Against this backdrop, Gautam Bhatia’s new book on transformative constitutionalism could not have come at a more opportune time. As Bhatia explained, his book pursues four key objectives. First, it problematizes the notion that the Constitution is a conservative document, aimed at facilitating transference of power, as opposed to a fundamental transformation of the social and legal structures prevalent at the time. Those who support this notion, Bhatia argued, cite examples of how more than 75% of the Constitution was borrowed from the Government of India Act of 1935; setting up of the Westminster system of Parliamentary democracy; and retention of the power to pass ordinances by bypassing the legislative process.

Second, and relatedly, instead of adopting this narrow canon of interpreting the Constitution, which entails very limited engagement with the constitutional text and the context of its framing, Bhatia argued that constitutional interpretation must be conducted in a broader fashion. Drawing on the writings of the civil rights lawyer K.G. Kannabiran, Bhatia stated that the Constitution should be viewed as embodying the hopes and aspirations of the society in which it was framed. To illustrate, Bhatia stated that the full import of the guarantee of equal protection cannot be grasped without studying Samya, Bankimchandra Chatterjee’s 19th century influential treatise on equality or the prohibition of gender discrimination without paying heed to the voices of the women who participated in 19th century debates on restitution of conjugal rights.

This vision of the constitution being a transformative document finds concrete expression in two ways.
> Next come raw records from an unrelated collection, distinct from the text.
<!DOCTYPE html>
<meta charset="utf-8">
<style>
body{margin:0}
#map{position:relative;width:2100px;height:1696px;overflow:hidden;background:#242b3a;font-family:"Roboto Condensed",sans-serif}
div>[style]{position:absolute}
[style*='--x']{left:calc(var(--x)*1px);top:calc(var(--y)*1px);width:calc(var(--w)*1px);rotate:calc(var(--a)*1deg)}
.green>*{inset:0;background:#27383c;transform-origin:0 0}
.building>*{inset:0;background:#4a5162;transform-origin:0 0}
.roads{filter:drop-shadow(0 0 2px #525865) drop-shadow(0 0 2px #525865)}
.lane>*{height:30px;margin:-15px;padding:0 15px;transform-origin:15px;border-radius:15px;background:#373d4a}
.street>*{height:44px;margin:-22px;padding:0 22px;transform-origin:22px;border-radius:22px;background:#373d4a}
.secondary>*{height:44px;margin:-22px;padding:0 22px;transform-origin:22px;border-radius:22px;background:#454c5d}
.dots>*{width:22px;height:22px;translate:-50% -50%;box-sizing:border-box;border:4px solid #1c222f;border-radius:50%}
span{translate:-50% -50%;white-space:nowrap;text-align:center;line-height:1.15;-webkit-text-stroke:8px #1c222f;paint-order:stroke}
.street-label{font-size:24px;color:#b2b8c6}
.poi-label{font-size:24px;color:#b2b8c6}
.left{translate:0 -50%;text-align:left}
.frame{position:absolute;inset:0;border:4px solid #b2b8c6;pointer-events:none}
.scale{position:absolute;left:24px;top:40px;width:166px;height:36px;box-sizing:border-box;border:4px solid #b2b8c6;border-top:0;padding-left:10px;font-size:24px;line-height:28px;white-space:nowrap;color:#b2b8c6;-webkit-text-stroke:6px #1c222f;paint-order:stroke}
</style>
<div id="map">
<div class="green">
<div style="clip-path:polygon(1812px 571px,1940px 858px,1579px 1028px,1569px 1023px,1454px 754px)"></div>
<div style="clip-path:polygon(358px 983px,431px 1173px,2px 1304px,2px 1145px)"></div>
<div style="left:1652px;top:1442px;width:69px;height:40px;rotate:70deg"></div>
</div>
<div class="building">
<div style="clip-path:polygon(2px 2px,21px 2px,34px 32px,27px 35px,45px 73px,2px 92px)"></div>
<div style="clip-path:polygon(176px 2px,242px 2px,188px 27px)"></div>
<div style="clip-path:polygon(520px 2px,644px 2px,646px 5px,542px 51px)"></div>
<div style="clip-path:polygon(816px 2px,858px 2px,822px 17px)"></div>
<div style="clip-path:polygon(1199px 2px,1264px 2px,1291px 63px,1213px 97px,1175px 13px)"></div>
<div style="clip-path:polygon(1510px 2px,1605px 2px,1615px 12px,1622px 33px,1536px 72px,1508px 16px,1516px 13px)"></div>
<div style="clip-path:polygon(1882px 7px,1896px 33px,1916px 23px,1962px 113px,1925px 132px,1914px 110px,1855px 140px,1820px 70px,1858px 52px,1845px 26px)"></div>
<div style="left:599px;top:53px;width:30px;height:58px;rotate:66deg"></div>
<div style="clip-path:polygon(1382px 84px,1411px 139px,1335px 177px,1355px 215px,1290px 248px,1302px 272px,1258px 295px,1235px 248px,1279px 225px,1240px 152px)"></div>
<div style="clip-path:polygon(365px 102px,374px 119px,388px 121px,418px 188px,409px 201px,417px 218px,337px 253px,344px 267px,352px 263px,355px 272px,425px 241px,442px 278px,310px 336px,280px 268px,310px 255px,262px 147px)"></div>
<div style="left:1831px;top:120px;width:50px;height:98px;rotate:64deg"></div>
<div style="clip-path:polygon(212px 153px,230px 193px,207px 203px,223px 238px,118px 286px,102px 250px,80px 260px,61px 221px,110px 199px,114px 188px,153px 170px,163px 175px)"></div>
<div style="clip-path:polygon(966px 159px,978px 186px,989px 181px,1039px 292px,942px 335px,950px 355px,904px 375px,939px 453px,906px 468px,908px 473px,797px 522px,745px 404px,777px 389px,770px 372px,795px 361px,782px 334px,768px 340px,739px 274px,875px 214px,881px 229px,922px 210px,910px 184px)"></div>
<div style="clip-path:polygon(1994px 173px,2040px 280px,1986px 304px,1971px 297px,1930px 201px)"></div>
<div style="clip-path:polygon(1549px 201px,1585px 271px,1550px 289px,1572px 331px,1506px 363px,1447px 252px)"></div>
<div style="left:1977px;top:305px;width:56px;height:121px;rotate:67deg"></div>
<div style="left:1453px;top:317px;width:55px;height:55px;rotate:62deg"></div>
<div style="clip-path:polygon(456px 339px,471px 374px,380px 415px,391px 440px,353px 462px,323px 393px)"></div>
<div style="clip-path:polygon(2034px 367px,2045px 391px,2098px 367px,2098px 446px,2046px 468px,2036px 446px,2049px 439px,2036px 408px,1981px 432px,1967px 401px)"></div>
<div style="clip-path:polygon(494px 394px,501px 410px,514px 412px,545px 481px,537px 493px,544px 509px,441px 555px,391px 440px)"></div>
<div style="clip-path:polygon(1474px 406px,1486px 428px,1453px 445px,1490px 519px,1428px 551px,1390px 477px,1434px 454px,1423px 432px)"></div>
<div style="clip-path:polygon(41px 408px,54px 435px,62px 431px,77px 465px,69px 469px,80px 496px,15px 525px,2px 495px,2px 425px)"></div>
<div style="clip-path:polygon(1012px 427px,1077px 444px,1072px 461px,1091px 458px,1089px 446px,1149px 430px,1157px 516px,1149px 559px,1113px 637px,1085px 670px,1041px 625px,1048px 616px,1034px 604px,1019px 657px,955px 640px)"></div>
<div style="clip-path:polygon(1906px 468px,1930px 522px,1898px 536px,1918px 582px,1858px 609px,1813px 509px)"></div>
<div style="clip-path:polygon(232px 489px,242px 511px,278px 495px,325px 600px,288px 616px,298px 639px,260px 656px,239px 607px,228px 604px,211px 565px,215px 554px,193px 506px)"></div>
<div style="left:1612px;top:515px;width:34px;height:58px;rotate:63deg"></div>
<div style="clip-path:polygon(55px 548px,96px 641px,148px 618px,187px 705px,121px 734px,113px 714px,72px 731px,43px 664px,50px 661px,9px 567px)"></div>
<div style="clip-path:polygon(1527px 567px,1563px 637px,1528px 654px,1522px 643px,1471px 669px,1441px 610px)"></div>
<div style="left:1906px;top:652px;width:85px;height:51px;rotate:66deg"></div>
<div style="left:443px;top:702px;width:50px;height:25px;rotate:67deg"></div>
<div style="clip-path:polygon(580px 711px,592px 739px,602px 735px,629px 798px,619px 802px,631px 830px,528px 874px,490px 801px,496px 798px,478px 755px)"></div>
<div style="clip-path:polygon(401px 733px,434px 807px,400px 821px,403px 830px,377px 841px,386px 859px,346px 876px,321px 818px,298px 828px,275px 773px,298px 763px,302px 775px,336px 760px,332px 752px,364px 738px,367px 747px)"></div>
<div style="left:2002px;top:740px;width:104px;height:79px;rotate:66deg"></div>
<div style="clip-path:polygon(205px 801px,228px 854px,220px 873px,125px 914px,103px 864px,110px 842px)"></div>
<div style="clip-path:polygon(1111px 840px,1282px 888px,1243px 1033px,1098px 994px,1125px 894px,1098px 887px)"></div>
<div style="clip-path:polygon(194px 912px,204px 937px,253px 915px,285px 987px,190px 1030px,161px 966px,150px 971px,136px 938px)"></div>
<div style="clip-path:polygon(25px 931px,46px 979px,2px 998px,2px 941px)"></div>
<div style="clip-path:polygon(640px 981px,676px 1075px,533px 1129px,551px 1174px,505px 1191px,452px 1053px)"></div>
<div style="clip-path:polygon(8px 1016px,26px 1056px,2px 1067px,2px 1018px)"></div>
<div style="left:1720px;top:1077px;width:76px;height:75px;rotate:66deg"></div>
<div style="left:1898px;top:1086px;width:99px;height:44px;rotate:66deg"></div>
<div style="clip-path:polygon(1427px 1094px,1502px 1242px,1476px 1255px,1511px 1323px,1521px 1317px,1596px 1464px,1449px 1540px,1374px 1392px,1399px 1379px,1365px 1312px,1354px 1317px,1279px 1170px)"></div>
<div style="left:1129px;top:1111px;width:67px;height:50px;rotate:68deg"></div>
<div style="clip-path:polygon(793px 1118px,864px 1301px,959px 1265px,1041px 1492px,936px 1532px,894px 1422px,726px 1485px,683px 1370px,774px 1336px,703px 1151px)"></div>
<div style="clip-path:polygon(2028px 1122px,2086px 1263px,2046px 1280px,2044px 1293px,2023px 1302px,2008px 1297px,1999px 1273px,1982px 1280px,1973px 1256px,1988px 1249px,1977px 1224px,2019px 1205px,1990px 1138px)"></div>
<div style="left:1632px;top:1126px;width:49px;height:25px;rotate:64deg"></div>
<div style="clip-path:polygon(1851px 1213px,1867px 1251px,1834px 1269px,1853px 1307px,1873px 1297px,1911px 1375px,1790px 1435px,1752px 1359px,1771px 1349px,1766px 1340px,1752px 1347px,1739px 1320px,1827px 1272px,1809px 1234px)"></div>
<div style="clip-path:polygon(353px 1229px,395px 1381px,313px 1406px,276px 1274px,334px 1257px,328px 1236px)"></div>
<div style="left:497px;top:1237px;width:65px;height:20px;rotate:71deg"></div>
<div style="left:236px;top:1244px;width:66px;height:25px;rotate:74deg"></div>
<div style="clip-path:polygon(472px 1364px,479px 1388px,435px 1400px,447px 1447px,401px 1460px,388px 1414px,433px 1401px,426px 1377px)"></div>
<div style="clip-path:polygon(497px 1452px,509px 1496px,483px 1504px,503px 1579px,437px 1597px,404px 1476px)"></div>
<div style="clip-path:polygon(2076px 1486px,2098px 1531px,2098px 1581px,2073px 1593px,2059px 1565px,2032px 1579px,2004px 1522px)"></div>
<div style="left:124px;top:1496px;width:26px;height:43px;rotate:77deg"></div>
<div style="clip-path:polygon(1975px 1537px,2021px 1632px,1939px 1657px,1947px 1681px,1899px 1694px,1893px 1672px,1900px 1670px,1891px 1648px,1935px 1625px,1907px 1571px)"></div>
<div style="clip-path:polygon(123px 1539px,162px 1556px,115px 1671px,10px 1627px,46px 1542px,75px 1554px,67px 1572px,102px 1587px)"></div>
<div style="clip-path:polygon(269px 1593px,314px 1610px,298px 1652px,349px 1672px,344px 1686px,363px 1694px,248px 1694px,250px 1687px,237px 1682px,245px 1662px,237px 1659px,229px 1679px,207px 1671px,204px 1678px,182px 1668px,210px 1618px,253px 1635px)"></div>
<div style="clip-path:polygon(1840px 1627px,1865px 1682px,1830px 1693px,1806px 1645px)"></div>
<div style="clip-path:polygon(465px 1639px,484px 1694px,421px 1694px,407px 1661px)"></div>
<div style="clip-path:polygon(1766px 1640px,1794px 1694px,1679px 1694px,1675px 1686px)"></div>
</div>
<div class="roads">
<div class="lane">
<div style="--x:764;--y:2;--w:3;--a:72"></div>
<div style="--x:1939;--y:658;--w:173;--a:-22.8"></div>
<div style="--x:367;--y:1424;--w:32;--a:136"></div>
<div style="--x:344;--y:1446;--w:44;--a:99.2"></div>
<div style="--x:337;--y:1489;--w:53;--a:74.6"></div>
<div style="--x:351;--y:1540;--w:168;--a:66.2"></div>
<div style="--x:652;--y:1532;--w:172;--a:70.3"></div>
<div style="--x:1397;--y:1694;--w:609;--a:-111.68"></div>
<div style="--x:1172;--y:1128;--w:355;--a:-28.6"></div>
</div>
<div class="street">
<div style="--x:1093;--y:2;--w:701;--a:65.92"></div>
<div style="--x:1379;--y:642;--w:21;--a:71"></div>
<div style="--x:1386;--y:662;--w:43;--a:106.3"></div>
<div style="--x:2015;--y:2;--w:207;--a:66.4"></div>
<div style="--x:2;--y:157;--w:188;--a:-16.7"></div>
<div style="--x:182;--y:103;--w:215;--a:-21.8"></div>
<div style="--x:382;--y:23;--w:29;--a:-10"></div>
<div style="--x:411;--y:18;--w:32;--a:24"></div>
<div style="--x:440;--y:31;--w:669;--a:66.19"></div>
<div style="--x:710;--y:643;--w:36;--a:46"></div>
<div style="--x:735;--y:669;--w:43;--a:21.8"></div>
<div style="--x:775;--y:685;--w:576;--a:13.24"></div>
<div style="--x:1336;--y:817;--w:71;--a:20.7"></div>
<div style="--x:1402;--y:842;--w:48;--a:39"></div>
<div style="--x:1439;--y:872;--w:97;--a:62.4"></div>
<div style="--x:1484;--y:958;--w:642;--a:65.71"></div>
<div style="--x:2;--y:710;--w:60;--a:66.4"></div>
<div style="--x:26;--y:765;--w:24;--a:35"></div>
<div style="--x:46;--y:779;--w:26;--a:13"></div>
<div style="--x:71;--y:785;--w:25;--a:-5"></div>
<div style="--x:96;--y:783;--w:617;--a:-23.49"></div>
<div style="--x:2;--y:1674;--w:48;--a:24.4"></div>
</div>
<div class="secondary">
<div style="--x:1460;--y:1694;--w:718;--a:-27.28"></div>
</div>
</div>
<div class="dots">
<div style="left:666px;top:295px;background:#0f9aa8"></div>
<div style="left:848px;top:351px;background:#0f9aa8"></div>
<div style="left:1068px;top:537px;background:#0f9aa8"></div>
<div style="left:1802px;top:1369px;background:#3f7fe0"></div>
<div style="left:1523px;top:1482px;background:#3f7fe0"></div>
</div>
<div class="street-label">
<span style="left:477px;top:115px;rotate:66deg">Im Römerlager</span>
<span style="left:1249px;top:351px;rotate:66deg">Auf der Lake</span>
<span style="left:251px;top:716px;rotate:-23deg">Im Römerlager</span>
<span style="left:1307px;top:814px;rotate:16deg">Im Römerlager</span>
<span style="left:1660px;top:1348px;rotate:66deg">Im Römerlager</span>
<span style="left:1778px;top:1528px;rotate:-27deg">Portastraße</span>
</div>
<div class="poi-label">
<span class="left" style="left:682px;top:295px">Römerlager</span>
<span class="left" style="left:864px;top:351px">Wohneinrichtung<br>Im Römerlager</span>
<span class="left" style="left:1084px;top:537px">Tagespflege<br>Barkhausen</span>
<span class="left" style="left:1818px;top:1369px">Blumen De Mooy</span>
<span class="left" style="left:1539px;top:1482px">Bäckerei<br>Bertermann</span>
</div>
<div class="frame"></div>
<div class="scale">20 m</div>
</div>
First, by the fact that it transformed the relationship between the individual and state from one between colonial rulers and their subjects to citizens of a republic with a full panoply of civil and political rights. Second, by the fact that the Constitution enabled, to quote Bhatia’s felicitous phrase, a “thoroughgoing reconstruction of State and society itself.” This reconstruction was sought to be achieved by spelling out restrictions on how private individuals must deal with each other, in the shape of prohibition of denial of access to public roads and restaurants, abolition of untouchability and the prohibition of forced labour.

Third, unlike the dominant interpretive approaches currently adopted by Indian Courts, which in Bhatia’s view pay little heed to the text of the Constitution in pursuing the object of a broader sense of justice, the project of Transformative Constitutionalism operates within the confines of textual and structural constraints spelt out in the Constitution. Unlike the tool of public interest litigation, which Bhatia contended has been reduced to a tool in the hands of judges to arrive at socially desirable outcomes, the Transformative Constitutionalism approach permits an expansive reading of Fundamental Rights only to the extent that this is consistent with the text of the Constitution.

Finally, Bhatia’s conception of the approach of Transformative Constitutionalism envisages courts playing an important, but limited, role in the democratic project. More specifically, it views it within the province of courts to adopt a transformative understanding of the values of liberty, equality and fraternity, in the pursuit of a capacious vision of a democratic framework in which the forces of democratic politics can play out. What it does not do, however, is to interfere with the democratic process itself (by courts arrogating to themselves the functions of other organs of government) or by determining outcomes.

If Bhatia’s talk is any indication, his upcoming book will be of great interest to constitutional law scholars, judges and others interested in studying his views about the tools that judges should adopt to breathe life into the text of the Constitution.